== Exercise data ==
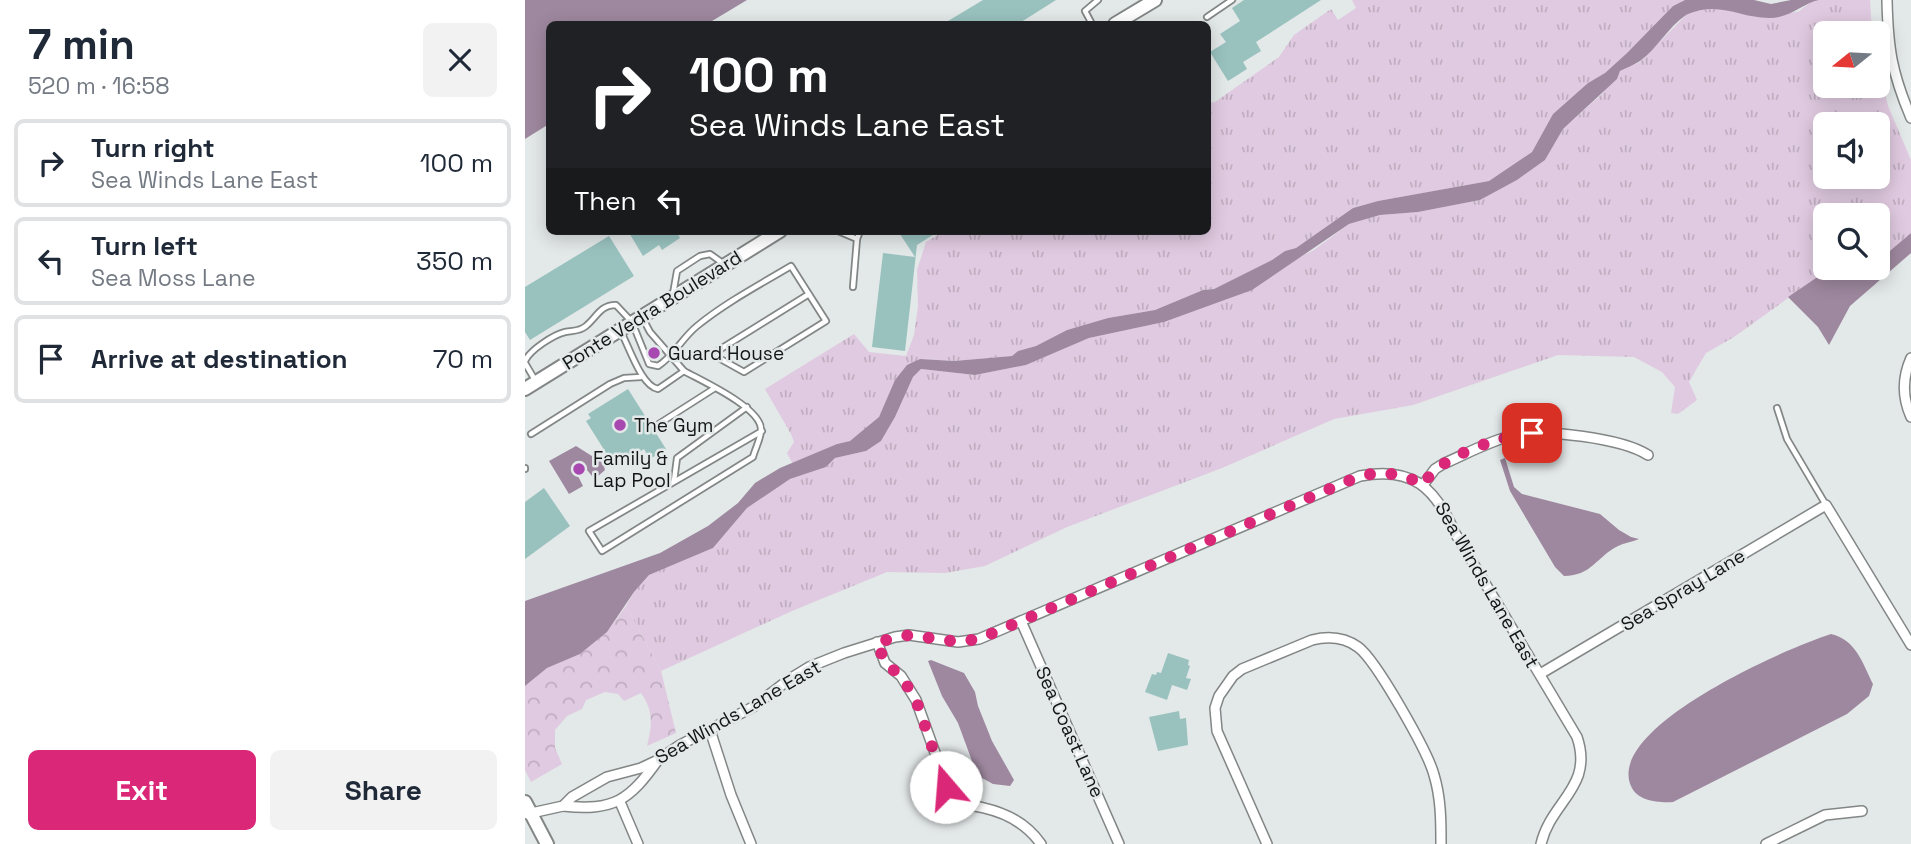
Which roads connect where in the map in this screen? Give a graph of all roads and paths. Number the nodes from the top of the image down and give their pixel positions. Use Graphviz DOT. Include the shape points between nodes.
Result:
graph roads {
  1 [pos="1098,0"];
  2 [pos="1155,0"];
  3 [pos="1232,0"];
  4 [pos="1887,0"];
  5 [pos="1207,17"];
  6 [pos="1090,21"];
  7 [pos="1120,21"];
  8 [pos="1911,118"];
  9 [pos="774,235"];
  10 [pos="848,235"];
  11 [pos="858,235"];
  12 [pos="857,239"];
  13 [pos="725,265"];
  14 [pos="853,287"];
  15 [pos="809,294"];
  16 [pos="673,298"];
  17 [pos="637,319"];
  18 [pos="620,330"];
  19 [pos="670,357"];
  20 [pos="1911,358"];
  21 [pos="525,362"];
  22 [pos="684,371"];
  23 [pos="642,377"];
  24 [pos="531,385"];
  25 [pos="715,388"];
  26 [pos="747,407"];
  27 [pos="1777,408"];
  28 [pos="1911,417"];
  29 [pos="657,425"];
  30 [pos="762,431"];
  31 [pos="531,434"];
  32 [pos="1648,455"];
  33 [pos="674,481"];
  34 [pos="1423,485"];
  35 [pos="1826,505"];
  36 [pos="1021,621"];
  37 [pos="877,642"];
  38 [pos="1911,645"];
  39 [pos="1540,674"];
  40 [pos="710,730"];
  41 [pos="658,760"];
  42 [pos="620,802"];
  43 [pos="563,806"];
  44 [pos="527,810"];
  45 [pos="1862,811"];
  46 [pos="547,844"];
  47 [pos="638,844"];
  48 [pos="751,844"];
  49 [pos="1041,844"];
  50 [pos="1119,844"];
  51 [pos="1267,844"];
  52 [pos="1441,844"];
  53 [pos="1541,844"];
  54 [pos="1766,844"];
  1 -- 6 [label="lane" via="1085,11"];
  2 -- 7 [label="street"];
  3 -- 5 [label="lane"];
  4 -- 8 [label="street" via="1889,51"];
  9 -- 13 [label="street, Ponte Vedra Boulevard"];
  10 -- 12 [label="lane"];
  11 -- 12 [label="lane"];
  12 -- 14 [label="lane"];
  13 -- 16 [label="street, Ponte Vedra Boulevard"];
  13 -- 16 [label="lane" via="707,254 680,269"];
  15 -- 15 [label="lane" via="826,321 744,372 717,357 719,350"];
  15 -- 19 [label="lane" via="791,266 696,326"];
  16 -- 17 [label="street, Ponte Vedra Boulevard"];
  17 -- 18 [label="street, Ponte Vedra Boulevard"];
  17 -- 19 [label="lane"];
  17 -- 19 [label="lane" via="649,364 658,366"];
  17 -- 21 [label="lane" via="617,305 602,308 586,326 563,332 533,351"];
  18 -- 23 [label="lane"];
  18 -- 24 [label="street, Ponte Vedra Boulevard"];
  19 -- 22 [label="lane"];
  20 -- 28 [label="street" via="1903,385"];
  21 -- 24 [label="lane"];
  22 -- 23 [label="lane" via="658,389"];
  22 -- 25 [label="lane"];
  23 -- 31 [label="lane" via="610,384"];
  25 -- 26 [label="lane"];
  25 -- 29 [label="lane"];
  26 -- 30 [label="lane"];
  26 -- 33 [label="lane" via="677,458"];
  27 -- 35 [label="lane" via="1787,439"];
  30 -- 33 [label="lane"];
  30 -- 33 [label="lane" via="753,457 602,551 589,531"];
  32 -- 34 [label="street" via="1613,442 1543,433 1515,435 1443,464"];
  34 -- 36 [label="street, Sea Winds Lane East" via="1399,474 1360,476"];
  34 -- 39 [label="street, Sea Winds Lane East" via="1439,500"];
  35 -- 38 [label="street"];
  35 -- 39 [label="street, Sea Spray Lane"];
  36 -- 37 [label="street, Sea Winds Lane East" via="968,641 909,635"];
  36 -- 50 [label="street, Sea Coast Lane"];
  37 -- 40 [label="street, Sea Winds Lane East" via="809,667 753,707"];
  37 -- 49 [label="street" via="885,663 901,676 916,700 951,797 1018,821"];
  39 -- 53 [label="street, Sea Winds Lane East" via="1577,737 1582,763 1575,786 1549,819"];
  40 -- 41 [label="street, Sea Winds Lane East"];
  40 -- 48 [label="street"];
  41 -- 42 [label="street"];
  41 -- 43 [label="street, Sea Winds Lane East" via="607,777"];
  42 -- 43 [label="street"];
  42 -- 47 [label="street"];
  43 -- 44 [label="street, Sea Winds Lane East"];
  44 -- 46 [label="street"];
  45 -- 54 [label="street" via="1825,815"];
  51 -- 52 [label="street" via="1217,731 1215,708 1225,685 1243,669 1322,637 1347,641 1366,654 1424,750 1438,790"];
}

== Your assignment ==
Review the material and copy each line in which the word "Winds" appears.

== Solution to this task ==
  34 -- 36 [label="street, Sea Winds Lane East" via="1399,474 1360,476"];
  34 -- 39 [label="street, Sea Winds Lane East" via="1439,500"];
  36 -- 37 [label="street, Sea Winds Lane East" via="968,641 909,635"];
  37 -- 40 [label="street, Sea Winds Lane East" via="809,667 753,707"];
  39 -- 53 [label="street, Sea Winds Lane East" via="1577,737 1582,763 1575,786 1549,819"];
  40 -- 41 [label="street, Sea Winds Lane East"];
  41 -- 43 [label="street, Sea Winds Lane East" via="607,777"];
  43 -- 44 [label="street, Sea Winds Lane East"];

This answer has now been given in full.